■ Task prompt
Filter these entries down to lines holding "sheet".
─── Dataset content
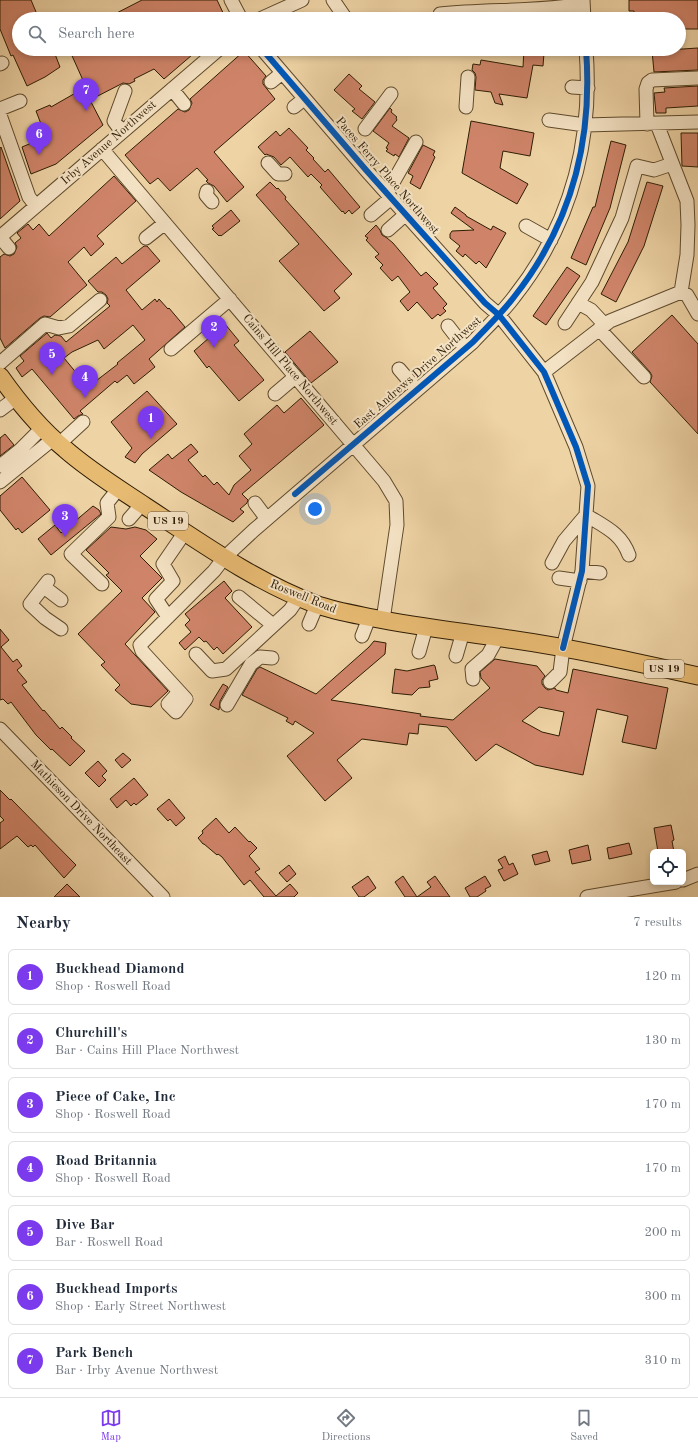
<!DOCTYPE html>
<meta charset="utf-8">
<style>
:root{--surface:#fff;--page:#f6f6f7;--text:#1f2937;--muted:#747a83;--line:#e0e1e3;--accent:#7c3aed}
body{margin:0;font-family:"Old Standard TT",serif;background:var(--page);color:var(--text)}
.controls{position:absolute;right:12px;bottom:12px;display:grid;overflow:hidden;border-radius:6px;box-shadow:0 2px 6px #0003}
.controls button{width:36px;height:36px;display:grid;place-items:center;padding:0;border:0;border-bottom:1px solid var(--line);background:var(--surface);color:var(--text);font:20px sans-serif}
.you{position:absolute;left:315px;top:509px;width:14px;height:14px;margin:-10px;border:3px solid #fff;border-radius:50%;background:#1a73e8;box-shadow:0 0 0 6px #1a73e833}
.badge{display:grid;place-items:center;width:26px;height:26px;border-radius:50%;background:var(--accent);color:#fff;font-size:13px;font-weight:700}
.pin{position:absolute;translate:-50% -33px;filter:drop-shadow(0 1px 2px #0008)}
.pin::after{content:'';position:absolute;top:21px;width:14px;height:12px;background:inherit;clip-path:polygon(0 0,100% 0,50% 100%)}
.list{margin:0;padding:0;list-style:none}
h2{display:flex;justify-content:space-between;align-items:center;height:52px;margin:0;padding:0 16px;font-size:17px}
h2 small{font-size:13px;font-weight:400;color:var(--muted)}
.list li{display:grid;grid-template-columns:26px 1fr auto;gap:12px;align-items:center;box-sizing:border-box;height:56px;margin:0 8px 8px;padding:0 8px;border:1px solid var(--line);border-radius:6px}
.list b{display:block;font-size:15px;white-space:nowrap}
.list p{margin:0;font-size:13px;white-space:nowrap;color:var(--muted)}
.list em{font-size:13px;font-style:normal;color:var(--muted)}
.icon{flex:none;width:22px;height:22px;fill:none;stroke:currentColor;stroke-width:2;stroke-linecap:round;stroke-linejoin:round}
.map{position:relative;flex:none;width:698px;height:897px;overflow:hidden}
.search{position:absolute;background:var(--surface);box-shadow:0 2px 6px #0003;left:12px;right:12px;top:12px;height:44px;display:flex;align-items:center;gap:10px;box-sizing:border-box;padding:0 14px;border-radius:22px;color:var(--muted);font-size:15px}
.sheet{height:500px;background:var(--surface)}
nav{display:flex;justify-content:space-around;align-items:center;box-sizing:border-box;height:56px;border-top:1px solid var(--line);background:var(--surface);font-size:11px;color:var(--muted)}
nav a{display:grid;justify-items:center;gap:2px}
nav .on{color:var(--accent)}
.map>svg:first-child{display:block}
.building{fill:#cf8469;stroke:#2e1c03;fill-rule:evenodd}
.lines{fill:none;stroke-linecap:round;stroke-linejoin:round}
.minor-casing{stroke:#5e4a2c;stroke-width:15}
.major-casing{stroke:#2e1c03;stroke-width:19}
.minor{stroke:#f4e2c4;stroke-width:13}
.major{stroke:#e7ba72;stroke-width:17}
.cycleway-casing{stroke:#f4e2c4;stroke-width:8}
.cycleway{stroke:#0057b8;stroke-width:6}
.labels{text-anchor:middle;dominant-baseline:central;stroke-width:4;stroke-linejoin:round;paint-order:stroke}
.shield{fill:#f4e2c4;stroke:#69573d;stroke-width:1}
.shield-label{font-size:11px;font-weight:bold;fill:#2e1c03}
.street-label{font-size:12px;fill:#2e1c03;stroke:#f4e2c4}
</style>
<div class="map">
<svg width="698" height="897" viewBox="0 0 698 897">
<rect width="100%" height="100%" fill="#eed3a5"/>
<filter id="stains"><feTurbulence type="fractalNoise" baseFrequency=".005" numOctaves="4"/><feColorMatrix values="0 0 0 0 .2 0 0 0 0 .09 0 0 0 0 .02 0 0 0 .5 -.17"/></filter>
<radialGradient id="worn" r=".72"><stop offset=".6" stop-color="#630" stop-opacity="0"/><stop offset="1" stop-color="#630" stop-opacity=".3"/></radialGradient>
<!-- building -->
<path class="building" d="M 0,0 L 31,0 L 39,19 L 19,19 L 19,49 L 53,49 L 60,67 L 45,77 L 27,86 L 13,55 L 11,56 L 0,29 Z
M 142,0 L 217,0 L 226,19 L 105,19 Z
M 629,0 L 698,0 L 698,29 L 679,29 L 679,19 L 634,19 L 634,11 L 629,11 Z
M 698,48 L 698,70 L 654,72 L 652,51 Z
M 69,49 L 199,49 L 164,79 L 154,69 L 134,79 L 135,81 L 129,84 L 123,83 L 90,100 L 103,125 L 56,164 L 31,174 L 22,147 L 46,137 L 36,111 L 50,105 L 51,107 L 86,87 Z
M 524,49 L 543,49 L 543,52 L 544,53 L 543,66 L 533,65 L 527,98 L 499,94 L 503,105 L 495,103 L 491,92 L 475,90 L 476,77 L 475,73 L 472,70 L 473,64 L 480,65 L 481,60 L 523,67 Z
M 244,51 L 266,76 L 263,80 L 263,84 L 275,99 L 214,152 L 244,187 L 227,202 L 214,186 L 208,183 L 206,181 L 208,180 L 197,168 L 170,191 L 158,178 L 150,184 L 125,155 L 178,109 L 185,112 L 189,110 L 192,103 L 190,99 Z
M 349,74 L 362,86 L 359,89 L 375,102 L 362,119 L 352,111 L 355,109 L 334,90 Z
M 698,86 L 698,106 L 666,108 L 666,113 L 656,113 L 654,93 L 665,92 L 664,88 Z
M 390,108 L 392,110 L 391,112 L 397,117 L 396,118 L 397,120 L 392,126 L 409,138 L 399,157 L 395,154 L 394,156 L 386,151 L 388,149 L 386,148 L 389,143 L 373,131 Z
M 471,121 L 534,133 L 530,156 L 503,151 L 500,168 L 528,184 L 517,204 L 462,173 Z
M 289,128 L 308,148 L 306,150 L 314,158 L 313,159 L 325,172 L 328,169 L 360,207 L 352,214 L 349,210 L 345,214 L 343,211 L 342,212 L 320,187 L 322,185 L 311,174 L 308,177 L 290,157 L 281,165 L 274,157 L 266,154 L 265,155 L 258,147 L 276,131 L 280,136 Z
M 681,133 L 698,133 L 698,167 L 682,166 Z
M 611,141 L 626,145 L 610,208 L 586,265 L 571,258 L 593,207 L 595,207 Z
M 423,145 L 435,151 L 433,155 L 435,157 L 420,189 L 410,183 L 413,176 L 408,173 Z
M 1,147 L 20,201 L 0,219 L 0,148 Z
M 114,176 L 136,201 L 97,236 L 104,244 L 91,256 L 84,247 L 68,262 L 87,285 L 50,317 L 44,316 L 40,318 L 5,348 L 0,338 L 0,257 L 4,254 L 10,256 L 14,254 L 17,247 L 15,243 L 21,238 L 17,233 L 28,224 L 33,230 L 39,224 L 49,236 Z
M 270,182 L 277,189 L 278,188 L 286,197 L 285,199 L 352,274 L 334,291 L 340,298 L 324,311 L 279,261 L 299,244 L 256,195 Z
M 647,182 L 663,186 L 644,246 L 616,302 L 601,294 L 628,242 Z
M 455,207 L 466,215 L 466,216 L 491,230 L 493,226 L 506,233 L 486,268 L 479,261 L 476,264 L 465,254 L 463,257 L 456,251 L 460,246 L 450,238 L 450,234 L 452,231 L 474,230 L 451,213 Z
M 231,210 L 240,221 L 221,236 L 220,235 L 219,236 L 212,229 L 214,228 L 212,226 Z
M 376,225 L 380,230 L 382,235 L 387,238 L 393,243 L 421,276 L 426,272 L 438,284 L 433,288 L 447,304 L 443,308 L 446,311 L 440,316 L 438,314 L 432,319 L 417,302 L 408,311 L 400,301 L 410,292 L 398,276 L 392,281 L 380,268 L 383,265 L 375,257 L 379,254 L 366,240 L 368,238 L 365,236 Z
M 144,246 L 147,246 L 160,261 L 126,290 L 142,310 L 155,299 L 157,302 L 159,299 L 168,309 L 169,308 L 185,327 L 149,359 L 155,367 L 134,384 L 127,375 L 117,383 L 115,381 L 80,411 L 83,414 L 78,416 L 74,419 L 32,369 L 22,377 L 16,368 L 24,361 L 20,356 L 47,333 L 51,338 L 55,335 L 61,336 L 66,342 L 110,306 L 107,303 L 108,299 L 106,295 L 102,292 L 98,292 L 88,281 L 116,257 L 122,264 ZM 133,325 L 145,340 L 117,363 L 118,364 L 88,387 L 64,358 L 72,352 L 98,340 L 104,349 Z
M 567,267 L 580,276 L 546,325 L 533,316 Z
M 672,315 L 698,344 L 698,434 L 650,382 L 652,376 L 650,372 L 632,352 Z
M 225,324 L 239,341 L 234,345 L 264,380 L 239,401 L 209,366 L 207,368 L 194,351 Z
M 310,331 L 338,362 L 311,383 L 285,352 Z
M 147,391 L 177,424 L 142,454 L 135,463 L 125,457 L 132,448 L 111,422 Z
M 301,398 L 324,425 L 242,494 L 248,500 L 247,503 L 240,509 L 244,512 L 233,522 L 181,492 L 149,470 L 168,454 L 172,459 L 191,444 L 198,452 L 188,460 L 203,477 L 205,475 L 214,485 L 217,482 L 229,495 L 234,485 L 251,470 L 239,456 L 252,444 L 244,434 L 277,405 L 284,413 Z
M 5,434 L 14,445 L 0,456 L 0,438 Z
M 22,477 L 50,510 L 22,533 L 18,528 L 16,530 L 0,510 L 0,496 Z
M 93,506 L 99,510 L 101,514 L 51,555 L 38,539 L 55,525 L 61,533 Z
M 111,527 L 126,529 L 135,527 L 146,530 L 157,539 L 140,556 L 162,578 L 142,598 L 155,612 L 125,644 L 168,691 L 151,707 L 131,704 L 115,690 L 120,685 L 101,665 L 105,662 L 78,634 L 122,591 L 106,575 L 109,573 L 86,550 Z
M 224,581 L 232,591 L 225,598 L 252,627 L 223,654 L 217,647 L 214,650 L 206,641 L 204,642 L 199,637 L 185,650 L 179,643 L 191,632 L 185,625 L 190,620 L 185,614 Z
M 0,629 L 9,640 L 1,647 L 13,662 L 17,659 L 22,666 L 17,670 L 27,682 L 22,685 L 43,711 L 44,710 L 60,729 L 62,727 L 72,737 L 71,738 L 85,751 L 70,766 L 52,749 L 51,750 L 36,735 L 11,702 L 8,704 L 3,699 L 0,700 Z
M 374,641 L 386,643 L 385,654 L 331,700 L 421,714 L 420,716 L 453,720 L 490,688 L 481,678 L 480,672 L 495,659 L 537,666 L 545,676 L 542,680 L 542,684 L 545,688 L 548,690 L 555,688 L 556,690 L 568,693 L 573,669 L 668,688 L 656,749 L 622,742 L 628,716 L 597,709 L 583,775 L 535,765 L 496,744 L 476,761 L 447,727 L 419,724 L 418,734 L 409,733 L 407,745 L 362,739 L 337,760 L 352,778 L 325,801 L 287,756 L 314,733 L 295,721 L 293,725 L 286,721 L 288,718 L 242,695 L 257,669 L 260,667 L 316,694 L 369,647 ZM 539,707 L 564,712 L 559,736 L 542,732 L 522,721 Z
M 434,665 L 435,666 L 438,679 L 429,681 L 430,687 L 419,688 L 412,695 L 392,693 L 395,669 L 407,671 Z
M 223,684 L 228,687 L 220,701 L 219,710 L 210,705 Z
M 123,753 L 131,760 L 122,768 L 115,760 Z
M 98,761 L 107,771 L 102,776 L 106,780 L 99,787 L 85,773 Z
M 134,778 L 148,795 L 136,805 L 134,803 L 131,806 L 126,800 L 117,808 L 110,799 Z
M 0,790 L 10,800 L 11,799 L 76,865 L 64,878 L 35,845 L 33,847 L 31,845 L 28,847 L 17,836 L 0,849 L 0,823 L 4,820 L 0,816 Z
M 169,799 L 185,818 L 176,826 L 170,819 L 168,821 L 157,809 Z
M 216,818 L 229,833 L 235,827 L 249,842 L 250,841 L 257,848 L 249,856 L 260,869 L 255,872 L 276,896 L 290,884 L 298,893 L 294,897 L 264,897 L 250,880 L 244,885 L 222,857 L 218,854 L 217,855 L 204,844 L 203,844 L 198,838 L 203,833 L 202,831 Z
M 671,825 L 674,840 L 672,841 L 674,852 L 658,852 L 654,828 Z
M 629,843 L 632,854 L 609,859 L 607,848 Z
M 588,845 L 591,860 L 572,864 L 569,850 Z
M 547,851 L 550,861 L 535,865 L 532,855 Z
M 505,856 L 509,865 L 513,863 L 518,874 L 504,881 L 498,870 L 503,868 L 498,860 Z
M 289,865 L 296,874 L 287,882 L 279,873 Z
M 368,876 L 376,888 L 364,897 L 359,897 L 352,887 Z
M 403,876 L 417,897 L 431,887 L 427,882 L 435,876 L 450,897 L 405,897 L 395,882 Z
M 485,876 L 491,886 L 485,889 L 486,891 L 477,897 L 470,897 L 465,888 Z
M 67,884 L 80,897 L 54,897 Z"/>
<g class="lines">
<defs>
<path id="minor" d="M 231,0 L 241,19
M 333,0 L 346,19
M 583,0 L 584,19
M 440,14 C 487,9 536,12 583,4
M 260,19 L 302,0
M 262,49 L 366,170 L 485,303 L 499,315 L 544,372 L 576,447 L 588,486 L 582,571 L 563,648 L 560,672 L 550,682
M 0,64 L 2,63
M 271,82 L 282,73
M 572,87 L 588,88
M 172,89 L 184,104
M 294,107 L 304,99
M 466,107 L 468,77
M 0,109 L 20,101
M 0,115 L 29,197 L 36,206
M 549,120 L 585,125 L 698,122
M 647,124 L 646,89 L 648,83 L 652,80 L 698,78
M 657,124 L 687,201 L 688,225 L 687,255 L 681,292 L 687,295 L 698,314
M 365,129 L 391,94
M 122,132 L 114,121 L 125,91
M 102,149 L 384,481 L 396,501 L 397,525 L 383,620
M 268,163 L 278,174 L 285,174
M 207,191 L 206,195 L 212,202
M 387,193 L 416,142
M 371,215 L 391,198
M 526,226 L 551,240
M 388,230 L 406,214
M 0,237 L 219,49
M 0,237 L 9,248
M 146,238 L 165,223
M 578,303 L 591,310 L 605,325
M 565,323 L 592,282 L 622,218 L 637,166 L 654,170 L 672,164
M 448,326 L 465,348
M 599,329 L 644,377
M 171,349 L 230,299
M 0,363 L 45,324 L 59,328 L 69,326 L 100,300
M 399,369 L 417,390
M 544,372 L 610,321 L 681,292
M 275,394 L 295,377
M 0,410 L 16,398
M 59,444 L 83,422
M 0,466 L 20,450 L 42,428
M 0,482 L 53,439
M 255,503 L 267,519
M 129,519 L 142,504
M 552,563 L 564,541 L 586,515 C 605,527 621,533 629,555
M 582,571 L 600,573
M 559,578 L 580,581
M 48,581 L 30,604 L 45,618 L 61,629
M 102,584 L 71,554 L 109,517 L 107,503 L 119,488
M 44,587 L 61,600
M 239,597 L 273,625
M 168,617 L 156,599 L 173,581 L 163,564 L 185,532
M 309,624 L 317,605
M 362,636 L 369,618
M 419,652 L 426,627
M 196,654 L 212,671 L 226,669 L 290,610 L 299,597
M 456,656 L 463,632
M 473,679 L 472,669 L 488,655 L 498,637
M 179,692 L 168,704 L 176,712 L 186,699 L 142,651 L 140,645 L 214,571 L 224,558 L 254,530 L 473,342 C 487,327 502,313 514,297 C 571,225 593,140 586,49
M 227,705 L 251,664 L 260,657 L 272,658
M 0,729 L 163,897
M 683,880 L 698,874
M 587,897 L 676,882"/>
<path id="major" d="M 0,376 C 19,403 39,428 65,449 C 90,471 118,488 145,506 C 200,542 254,581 315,604 C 334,611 353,614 373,618 C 418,627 463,632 509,639 C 572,648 635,662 698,676"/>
</defs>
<!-- minor casing -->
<use href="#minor" class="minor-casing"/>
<!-- major casing -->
<use href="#major" class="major-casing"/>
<!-- minor -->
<use href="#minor" class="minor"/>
<!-- major -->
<use href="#major" class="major"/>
<defs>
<path id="cycleway" d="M 262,49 L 366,170 L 485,303 L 499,315 L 544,372 L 576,447 L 588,486 L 582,571 L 563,648
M 295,494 L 473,342 C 487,327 502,313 514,297 C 571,225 593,140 586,49"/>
</defs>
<!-- cycleway casing -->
<use href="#cycleway" class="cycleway-casing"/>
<!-- cycleway -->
<use href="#cycleway" class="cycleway"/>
</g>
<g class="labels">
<!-- shield labels -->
<g class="shield">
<rect x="148" y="512" width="40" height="18" rx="3"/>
<rect x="644" y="660" width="40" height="18" rx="3"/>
</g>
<g class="shield-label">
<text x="168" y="521">US 19</text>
<text x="664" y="669">US 19</text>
</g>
<!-- street labels -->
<g class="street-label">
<text transform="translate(109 143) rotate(-41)">Irby Avenue Northwest</text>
<text transform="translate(387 176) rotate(49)">Paces Ferry Place Northwest</text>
<text transform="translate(290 370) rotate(50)">Cains Hill Place Northwest</text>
<text transform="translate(418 373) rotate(-41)">East Andrews Drive Northwest</text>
<text transform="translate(303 597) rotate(22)">Roswell Road</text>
<text transform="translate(81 813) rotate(46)">Mathieson Drive Northeast</text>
</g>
</g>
<rect width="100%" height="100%" filter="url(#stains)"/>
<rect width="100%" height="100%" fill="url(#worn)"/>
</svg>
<div class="controls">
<button><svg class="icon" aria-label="locate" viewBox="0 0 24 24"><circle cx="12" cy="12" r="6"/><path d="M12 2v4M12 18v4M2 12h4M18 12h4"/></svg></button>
</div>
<div class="you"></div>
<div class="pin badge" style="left:151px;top:439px">1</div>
<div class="pin badge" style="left:214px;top:348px">2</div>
<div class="pin badge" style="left:65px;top:537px">3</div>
<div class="pin badge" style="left:85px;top:398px">4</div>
<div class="pin badge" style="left:52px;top:375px">5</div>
<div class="pin badge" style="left:39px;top:155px">6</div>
<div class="pin badge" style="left:86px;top:111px">7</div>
<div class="search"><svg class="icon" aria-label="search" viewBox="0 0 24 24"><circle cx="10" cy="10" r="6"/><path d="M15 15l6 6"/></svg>Search here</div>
</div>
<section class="sheet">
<h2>Nearby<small>7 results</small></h2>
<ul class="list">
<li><span class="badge">1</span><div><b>Buckhead Diamond</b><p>Shop · Roswell Road</p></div><em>120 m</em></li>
<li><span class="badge">2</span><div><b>Churchill's</b><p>Bar · Cains Hill Place Northwest</p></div><em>130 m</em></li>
<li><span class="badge">3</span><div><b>Piece of Cake, Inc</b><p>Shop · Roswell Road</p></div><em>170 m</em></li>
<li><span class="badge">4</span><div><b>Road Britannia</b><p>Shop · Roswell Road</p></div><em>170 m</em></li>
<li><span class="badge">5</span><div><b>Dive Bar</b><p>Bar · Roswell Road</p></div><em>200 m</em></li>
<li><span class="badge">6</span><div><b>Buckhead Imports</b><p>Shop · Early Street Northwest</p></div><em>300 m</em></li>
<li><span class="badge">7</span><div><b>Park Bench</b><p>Bar · Irby Avenue Northwest</p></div><em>310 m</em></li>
</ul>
</section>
<nav>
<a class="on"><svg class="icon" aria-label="map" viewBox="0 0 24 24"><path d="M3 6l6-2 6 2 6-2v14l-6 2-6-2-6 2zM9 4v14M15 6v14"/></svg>Map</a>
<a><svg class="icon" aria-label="directions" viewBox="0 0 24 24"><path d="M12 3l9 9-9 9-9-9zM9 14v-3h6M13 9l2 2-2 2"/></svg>Directions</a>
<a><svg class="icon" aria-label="saved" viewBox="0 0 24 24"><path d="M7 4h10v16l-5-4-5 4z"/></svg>Saved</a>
</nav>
──────
■ Reply
.sheet{height:500px;background:var(--surface)}
<section class="sheet">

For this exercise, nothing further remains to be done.